Sunday 11 September 2016

Fathers and Sons, Wealth and Insolvency

I recently completed a research project and consequent narrative article on a family of watchmakers stretching over 5 generations and covering the period 1738-1921.  The more I look into the lives of English Georgian/Victorian horologists, the greater I am impressed by their resilience.  Quite often bankruptcies occurred repeatedly, often by sons who inherited a father’s tendency towards impecuniosity as well as a liking/facility for working with wheels and springs.  I might be kidding myself, but I like to think that failures were usually the result of a maker’s over-concentration on innovation at the expense of revenue-generating productivity.  There is certainly some correlation in several instances between the taking out of a patent and the posting of a bankruptcy petition.  In this regard I immediately think of Ralph Gout – see my post http://theoldwatchword.blogspot.co.uk/2016/06/ralph-gout-man-or-brand.html . 

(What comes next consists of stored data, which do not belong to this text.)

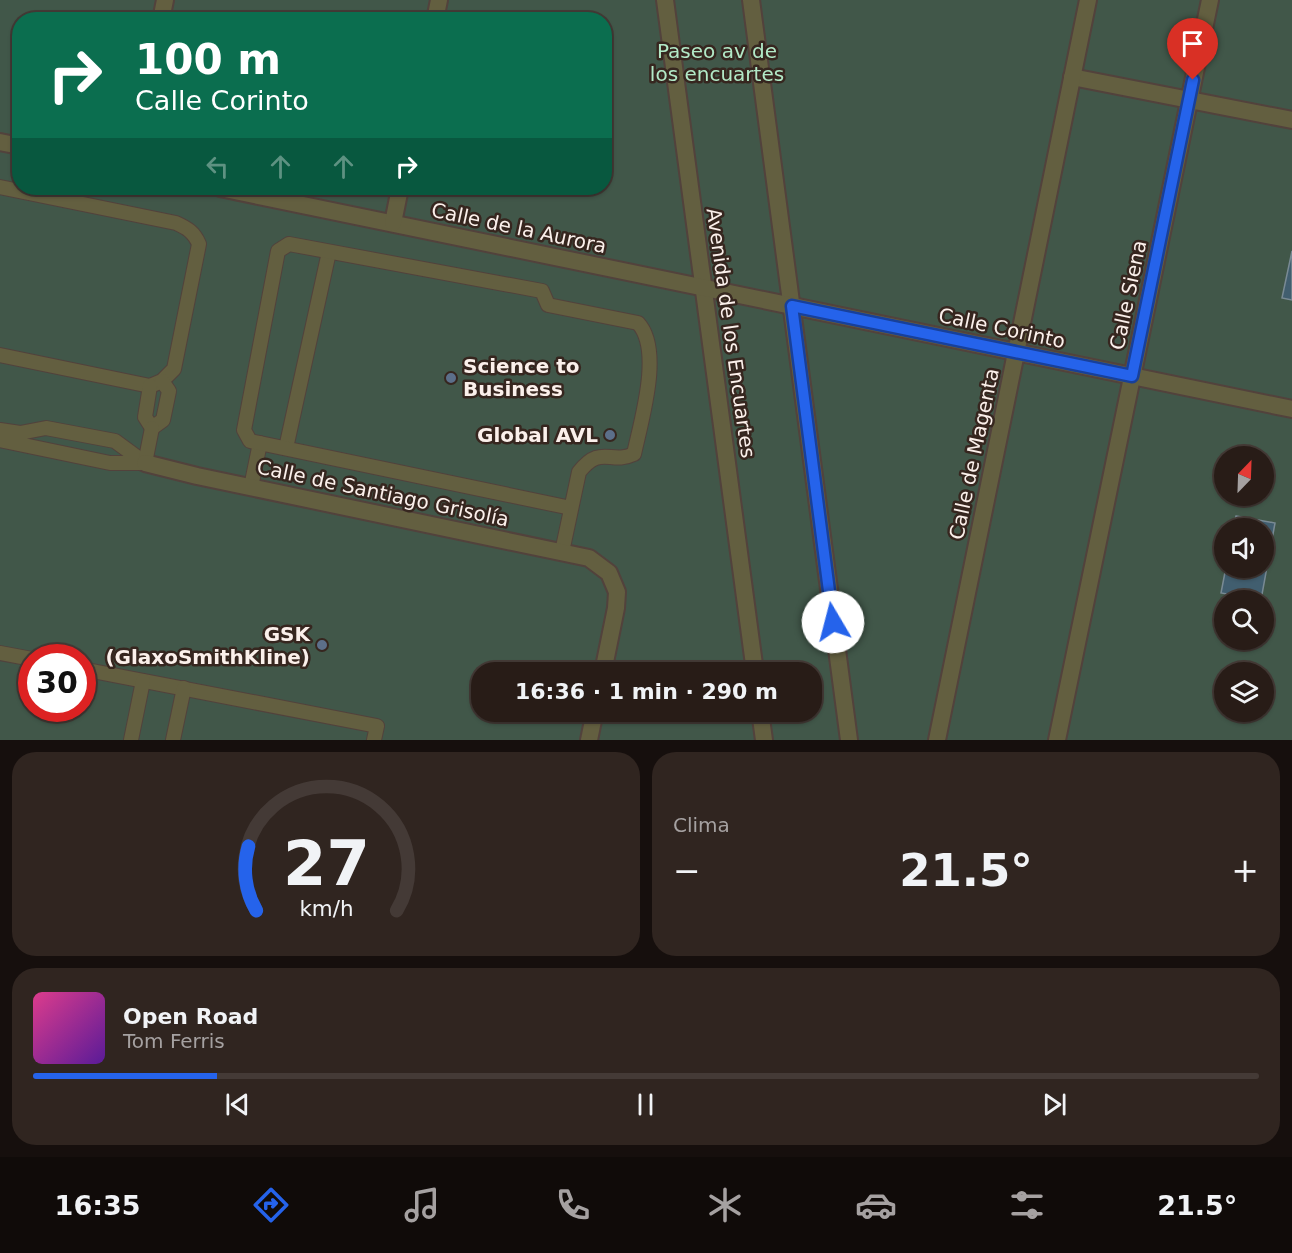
<!DOCTYPE html>
<html lang="es">
<head>
<meta charset="utf-8">
<style>
  :root { --surface:#281c17; --page:#302520; --text:#f1f3f6; --muted:#a5a1a1; --line:#443a36; --accent:#2563eb }
  body { margin:0; font-family:"DejaVu Sans",sans-serif; background:var(--page); color:var(--text); height:100vh; display:flex; flex-direction:column; font-size:22px; white-space:nowrap }
  * { box-sizing:border-box; margin:0 }
  p { font-size:20px; color:var(--muted) }
  .icon { flex:none; width:33px; height:33px; fill:none; stroke:currentColor; stroke-width:2; stroke-linecap:round; stroke-linejoin:round }
  .map { position:relative; height:740px; overflow:hidden }
  .details { display:flex; flex-direction:column; gap:12px; padding:12px; background:#160f0d; flex:1 }
  .details>* { flex:none }
  .banner { position:absolute; left:12px; top:12px; width:600px; height:183px; border-radius:24px; box-shadow:0 2px 4px #0004,0 0 0 2px var(--line); background:#0b6e4f; color:#fff; overflow:hidden }
  .needle { width:39px; rotate:23deg }
  .buttons { position:absolute; left:1214px; top:446px; display:grid; gap:12px }
  .buttons a { display:grid; place-items:center; width:60px; height:60px; border-radius:50%; background:var(--surface); box-shadow:0 2px 4px #0004,0 0 0 2px var(--line); font-size:30px }
  .speed { position:absolute; left:18px; top:644px; display:flex; gap:12px; font-size:30px; font-weight:700; text-align:center }
  .speed>* { display:grid; place-content:center; width:78px; height:78px; border-radius:50%; background:var(--surface); box-shadow:0 2px 4px #0004,0 0 0 2px var(--line); line-height:1 }
  .speed .limit { border:9px solid #d22; background:#fff; color:#111 }
  .pin { position:absolute; display:grid; place-items:center; width:51px; height:51px; color:#fff; margin:-62px -26px; border-radius:50% 50% 50% 0; rotate:-45deg; box-shadow:0 0 6px #0007 }
  .pin .icon { rotate:45deg }
  .me { position:absolute; width:66px; margin:-33px; rotate:352deg; stroke-linejoin:round; filter:drop-shadow(0 0 4px #0008) }
  .turn { display:flex; align-items:center; gap:21px; height:126px; padding:0 24px; font-size:27px }
  .turn .icon { width:78px; height:78px; stroke-width:2.5 }
  .turn b { display:block; font-size:42px; line-height:51px }
  .lanes { display:flex; align-items:center; height:57px; padding:0 24px; background:#0003; justify-content:center; gap:30px; direction:ltr }
  .lanes .off { opacity:.35 }
  .big { font-size:45px; font-weight:700; line-height:1.1 }
  .details .widget { flex:1; display:flex; flex-direction:column; justify-content:center; gap:9px; min-width:0; padding:0 21px; border-radius:24px; background:var(--page) }
  .details .dial { align-items:center; gap:0 }
  .dial svg { height:156px; overflow:visible; fill:none; stroke:var(--line); stroke-width:7; stroke-linecap:round; text-anchor:middle }
  .dial text { fill:var(--text); stroke:none }
  .song { display:flex; align-items:center; gap:18px }
  .cover { width:72px; height:72px; border-radius:9px; background:linear-gradient(135deg,hsl(330 70% 55%),hsl(270 70% 35%)) }
  .played { height:6px; border-radius:3px; background:linear-gradient(90deg,var(--accent) 15%,var(--line) 15%) }
  .keys { display:flex; justify-content:space-around; direction:ltr }
  .heat { display:flex; justify-content:space-between; align-items:center; font-size:33px; direction:ltr }
  .details .tiles { flex:1; display:grid; gap:12px; grid-template-columns:1fr 1fr }
  .widget:last-child { grid-column:span 2 }
  .trip { position:absolute; left:471px; top:662px; width:351px; height:60px; border-radius:24px; background:var(--surface); box-shadow:0 2px 4px #0004,0 0 0 2px var(--line); font-weight:700; line-height:60px; text-align:center }
  .tabs { display:flex; height:96px; justify-content:space-around; align-items:center; background:#100b09; color:var(--muted) }
  .tabs .icon { width:42px; height:42px }
  .tabs .on { color:var(--accent) }
  .tabs b { font-size:27px; color:var(--text) }
  .map>svg:first-child { display:block }
  .green { fill:#415749; fill-rule:evenodd }
  .water { fill:#415e6f; stroke:#798a94; stroke-width:1.5 }
  .lines { fill:none; stroke-linecap:round; stroke-linejoin:round }
  .service-casing { stroke:#52423c; stroke-width:16 }
  .pedestrian-casing { stroke:#52423c; stroke-width:20 }
  .minor-casing { stroke:#52423c; stroke-width:20 }
  .service { stroke:#635f40; stroke-width:14 }
  .pedestrian { stroke:#635f40; stroke-width:16 }
  .minor { stroke:#635f40; stroke-width:16 }
  .route-casing { stroke:#184099; stroke-width:15 }
  .route { stroke:#2563eb; stroke-width:10 }
  .service-dot { fill:#5c6f8a; stroke:#36261f; stroke-width:2 }
  .labels { text-anchor:middle; stroke-width:5; stroke-linejoin:round; paint-order:stroke }
  .park-label { font-size:20px; fill:#b2e9c7; stroke:#36261f }
  .street-label { font-size:20px; fill:#fbf0eb; stroke:#36261f }
  .poi-label { font-size:20px; font-weight:bold; fill:#fbf0eb; stroke:#36261f; text-anchor:end }
</style>
</head>
<body>
<div class="map">
<svg width="1292" height="740" viewBox="0 0 1292 740">
  <rect width="100%" height="100%" fill="#36261f"/>
  <path class="green" d="M0,0H1292V740H0ZM20,20H604V188H20ZM1224,456H1263V495H1224ZM1224,528H1263V567H1224ZM1224,600H1263V639H1224ZM32,657H82V708H32ZM482,672H812V711H482ZM1224,672H1263V711H1224Z"/>
  <g class="water">
    <path d="M1292,251V300L1282,298Z"/>
    <path d="M1236,516L1275,523L1261,600L1221,593L1226,567H1263V528H1233Z"/>
  </g>
  <g class="lines">
    <g class="service-casing">
      <g id="service">
        <path d="M0,187L176,223C187,228 194,232 199,244L174,369L162,381L150,386L0,355"/>
        <path d="M150,386L145,417L152,428L163,420L169,391L162,381"/>
        <path d="M0,430L20,433L46,428L115,441L145,463H110L0,440"/>
        <path d="M286,448L329,252"/>
        <path d="M145,463L152,428"/>
        <path d="M251,487L260,443"/>
        <path d="M562,552L579,472C601,444 610,465 634,454C641,421 663,350 638,323L548,305L542,291L289,244L278,251L244,430L250,441L571,508"/>
        <path d="M0,653L32,659"/>
        <path d="M82,669L377,726L374,740"/>
        <path d="M131,740L143,681"/>
        <path d="M173,740L184,688"/>
      </g>
    </g>
    <g class="pedestrian-casing">
      <path id="pedestrian" d="M1072,77L1292,120"/>
    </g>
    <g class="minor-casing">
      <g id="minor">
        <path d="M665,0L755,672"/>
        <path d="M751,0L849,740"/>
        <path d="M161,20L165,0"/>
        <path d="M435,20L439,0"/>
        <path d="M0,142L20,146"/>
        <path d="M220,188L1292,409"/>
        <path d="M393,223L400,188"/>
        <path d="M145,463L197,476L589,558L609,573L617,592L616,608L603,672"/>
        <path d="M760,711L764,740"/>
        <path d="M589,740L595,711"/>
        <path d="M937,740L1088,0"/>
        <path d="M1057,740L1210,0"/>
      </g>
    </g>
    <use href="#service" class="service"/>
    <use href="#pedestrian" class="pedestrian"/>
    <use href="#minor" class="minor"/>
  </g>
  <g class="lines">
    <g class="route-casing">
      <path id="route" d="M833,622L792,306L1132,376L1193,80"/>
    </g>
    <use href="#route" class="route"/>
  </g>
  <g class="service-dot">
    <circle cx="451" cy="378" r="6"/>
    <circle cx="610" cy="435" r="6"/>
    <circle cx="322" cy="645" r="6"/>
  </g>
  <g class="labels">
    <g class="park-label">
      <text x="717" y="58">Paseo av de<tspan x="717" dy="23">los encuartes</tspan></text>
    </g>
    <g class="street-label">
      <text transform="translate(519 228) rotate(12)" y="7">Calle de la Aurora</text>
      <text transform="translate(1128 295) rotate(-78)" y="7">Calle Siena</text>
      <text transform="translate(1002 328) rotate(12)" y="7">Calle Corinto</text>
      <text transform="translate(731 333) rotate(82)" y="7">Avenida de los Encuartes</text>
      <text transform="translate(974 454) rotate(-78)" y="7">Calle de Magenta</text>
      <text transform="translate(383 493) rotate(12)" y="7">Calle de Santiago Grisolía</text>
    </g>
    <g class="poi-label">
      <text x="463" y="373" text-anchor="start">Science to<tspan x="463" dy="23">Business</tspan></text>
      <text x="598" y="442">Global AVL</text>
      <text x="310" y="641">GSK<tspan x="310" dy="23">(GlaxoSmithKline)</tspan></text>
    </g>
  </g>
</svg>
<div class="buttons">
<a><svg class="needle" viewBox="-14 -14 28 28"><path d="M0-13l5 13h-10z" fill="#e53935"/><path d="M0 13l5-13h-10z" fill="#a5a1a1"/></svg></a>
<a><svg class="icon" aria-label="sound" viewBox="0 0 24 24"><path d="M4 9h4l5-4v14l-5-4H4zM17 9q2 3 0 6"/></svg></a>
<a><svg class="icon" aria-label="search" viewBox="0 0 24 24"><circle cx="10" cy="10" r="6"/><path d="M15 15l6 6"/></svg></a>
<a><svg class="icon" aria-label="layers" viewBox="0 0 24 24"><path d="M12 4l9 5-9 5-9-5zM3 14l9 5 9-5"/></svg></a>
</div>
<div class="speed"><div class="limit">30</div></div>
<div class="pin" style="left:1193px;top:80px;background:#d93025"><svg class="icon" aria-label="arrive" viewBox="0 0 24 24"><path d="M6 21V4h12l-3 4 3 4H6"/></svg></div>
<svg class="me" style="left:833px;top:622px" viewBox="-20 -20 40 40"><circle r="19" fill="#fff"/><path d="M0-13L10 11 0 6-10 11z" fill="#2563eb"/></svg>
<div class="trip">16:36 · 1 min · 290 m</div>
<div class="banner">
<div class="turn"><svg class="icon" aria-label="right" viewBox="0 0 24 24"><path d="M7 20v-9h11M14 6l5 5-5 5"/></svg><div><b>100 m</b>Calle Corinto</div></div>
<div class="lanes"><svg class="icon off" aria-label="left" viewBox="0 0 24 24"><path d="M17 20v-9H6M10 6l-5 5 5 5"/></svg><svg class="icon off" aria-label="ahead" viewBox="0 0 24 24"><path d="M12 20V5M6 11l6-6 6 6"/></svg><svg class="icon off" aria-label="ahead" viewBox="0 0 24 24"><path d="M12 20V5M6 11l6-6 6 6"/></svg><svg class="icon" aria-label="right" viewBox="0 0 24 24"><path d="M7 20v-9h11M14 6l5 5-5 5"/></svg></div>
</div>
</div>
<section class="details">
<div class="tiles">
<div class="widget dial"><svg viewBox="0 0 100 80">
<path d="M14 69A42 42 0 1 1 86 69"/>
<path d="M14 69A42 42 0 0 1 10 36" stroke="#2563eb"/>
<text x="50" y="56" font-size="32" font-weight="700">27</text>
<text x="50" y="72" font-size="11">km/h</text>
</svg></div>
<div class="widget"><p>Clima</p>
<div class="heat"><a>−</a><b class="big">21.5°</b><a>+</a></div>
</div>
<div class="widget">
<div class="song"><i class="cover"></i><div><b>Open Road</b><p>Tom Ferris</p></div></div>
<div class="played"></div>
<div class="keys"><svg class="icon" aria-label="previous" viewBox="0 0 24 24"><path d="M18 5L8 12l10 7zM5 5v14"/></svg><svg class="icon" aria-label="pause" viewBox="0 0 24 24"><path d="M8 5v14M16 5v14"/></svg><svg class="icon" aria-label="next" viewBox="0 0 24 24"><path d="M6 5l10 7-10 7zM19 5v14"/></svg></div>
</div>
</div>
</section>
<nav class="tabs">
<b>16:35</b>
<svg class="icon on" aria-label="directions" viewBox="0 0 24 24"><path d="M12 3l9 9-9 9-9-9zM9 14v-3h6M13 9l2 2-2 2"/></svg>
<svg class="icon" aria-label="music" viewBox="0 0 24 24"><path d="M9 18V5l10-2v13"/><circle cx="6" cy="18" r="3"/><circle cx="16" cy="16" r="3"/></svg>
<svg class="icon" aria-label="phone" viewBox="0 0 24 24"><path d="M5 4h4l2 5-3 2q2 4 5 5l2-3 5 2v4C11 20 4 13 5 4z"/></svg>
<svg class="icon" aria-label="climate" viewBox="0 0 24 24"><path d="M12 3v18M4 7l16 10M4 17L20 7"/></svg>
<svg class="icon" aria-label="car" viewBox="0 0 24 24"><path d="M5 17H2v-5l4-1 3-4h7l3 4 3 1v5h-3M9 17h6M6 11h13"/><circle cx="7" cy="17" r="2"/><circle cx="17" cy="17" r="2"/></svg>
<svg class="icon" aria-label="filters" viewBox="0 0 24 24"><path d="M4 7h16M4 17h16"/><circle cx="9" cy="7" r="2"/><circle cx="15" cy="17" r="2"/></svg>
<b>21.5°</b>
</nav>
</body>
</html>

Another is Charles Haley (& Son) described by Baillie as ‘A famous maker,’ whose patent, #2132, for a Marine Chronometer, was dated 17th August 1796, but who also was the subject of a bankruptcy notice printed in the London Gazette in August 1812.  Haley’s work does indeed look elegant, as evident in this circa 1804 Pocket Chronometer:
 
Courtesy of Calibre X
 
Haley sometimes used a letter code instead of a conventional movement number; examples seen include: M/CEC; FFA and PAM: difficult to figure to say the least.

Also worth a look is a circa-1813 gold-cased Pocket Watch with an unusual and attractive bezel: http://www.nationaltrustcollections.org.uk/object/1333460  

Related to another Haley movement in The British Museum, Anthony G. Randall/Richard Good note:

Charles Haley, 7 Wigmore Street, was made a Freeman of the Clockmakers Company in 1781 and died in 1825.   He was a pioneer chronometer maker and was granted a patent, No. 2132, in 1796 for a constant force escapement. A watch fitted with this device is preserved in the Guildhall Museum, London*. He was appointed by the Select Committee of the House of Commons to report on Mudge’s timekeepers and application for a reward. 

* This collection now installed at The Science Museum. 

Incidentally, Thomas Mudge received a total of £3,000 as a reward from the Board of Longitude, largely as a result of the persistence of his son.  (Poor old Mudge Snr had little opportunity to enjoy the bulk of the grant, dying the following year.)  How grateful would Gout or Haley have been for such munificence - £279,500.00 in terms of purchasing power at current rates: no more selling off stock in a hurry with that much under the mattress!